Die Rekonstruktionen zeigen mehrere Generationen von Küstenbarrieren - parallel zur Küste verlaufende Ablagerungen, die in der Regel als natürliche Schutzwälle wirkten - sowie dahinterliegende, häufig sumpfige Gebiete. Hinzu kamen Lagunen, Sumpflandschaften und Flussdeltas. Diese Landschaften könnten sich in Phasen eines verlangsamten Meeresspiegelanstiegs entwickelt haben und wurden dann in nachfolgenden Phasen des Meeresvorstoßes überflutet.
"Die versunkenen Landschaften sind ein wichtiges fehlendes Puzzleteil bei der Erforschung der Vorgeschichte, insbesondere in der nördlichen Adria", sagte Samuele Ongaro, Erstautor der Studie und Doktorand an der University of Southampton. Die Untersuchung sei ein wichtiger Schritt für die künftige archäologische Forschung in der Region.

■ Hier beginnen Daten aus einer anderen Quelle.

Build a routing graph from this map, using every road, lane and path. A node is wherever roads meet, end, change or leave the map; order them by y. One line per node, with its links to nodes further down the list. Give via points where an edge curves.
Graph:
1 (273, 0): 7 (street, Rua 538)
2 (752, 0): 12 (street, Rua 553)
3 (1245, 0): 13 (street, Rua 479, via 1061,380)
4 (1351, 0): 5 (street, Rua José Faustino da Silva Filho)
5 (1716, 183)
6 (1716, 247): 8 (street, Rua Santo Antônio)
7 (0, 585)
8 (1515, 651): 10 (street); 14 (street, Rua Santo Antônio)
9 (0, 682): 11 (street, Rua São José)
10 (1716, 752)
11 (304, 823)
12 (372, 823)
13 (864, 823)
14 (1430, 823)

Die heute versunkenen Küstenfeuchtgebiete der nördlichen Adria waren laut den Experten besonders ressourcenreiche Lebensräume. Sie boten den Jägern und Sammlern des Mesolithikums günstige Bedingungen und dürften deshalb attraktive Siedlungsgebiete gewesen sein. Gleichzeitig waren die Menschen mit einer Landschaft konfrontiert, die sich durch den fortschreitenden Anstieg des Meeresspiegels kontinuierlich veränderte.
Dieser tiefgreifende Wandel setzte sich auch während des Neolithikums fort, als sich die Landwirtschaft an den Küsten der nördlichen Adria ausbreitete. Mit dem Vorrücken des Meeres verschwanden immer größere Teile der damaligen Küstenlandschaften unter Wasser. Damit wurden auch jene Lebensräume überflutet, in denen sich menschliche Gemeinschaften zuvor angesiedelt und ihre Ressourcen genutzt hatten.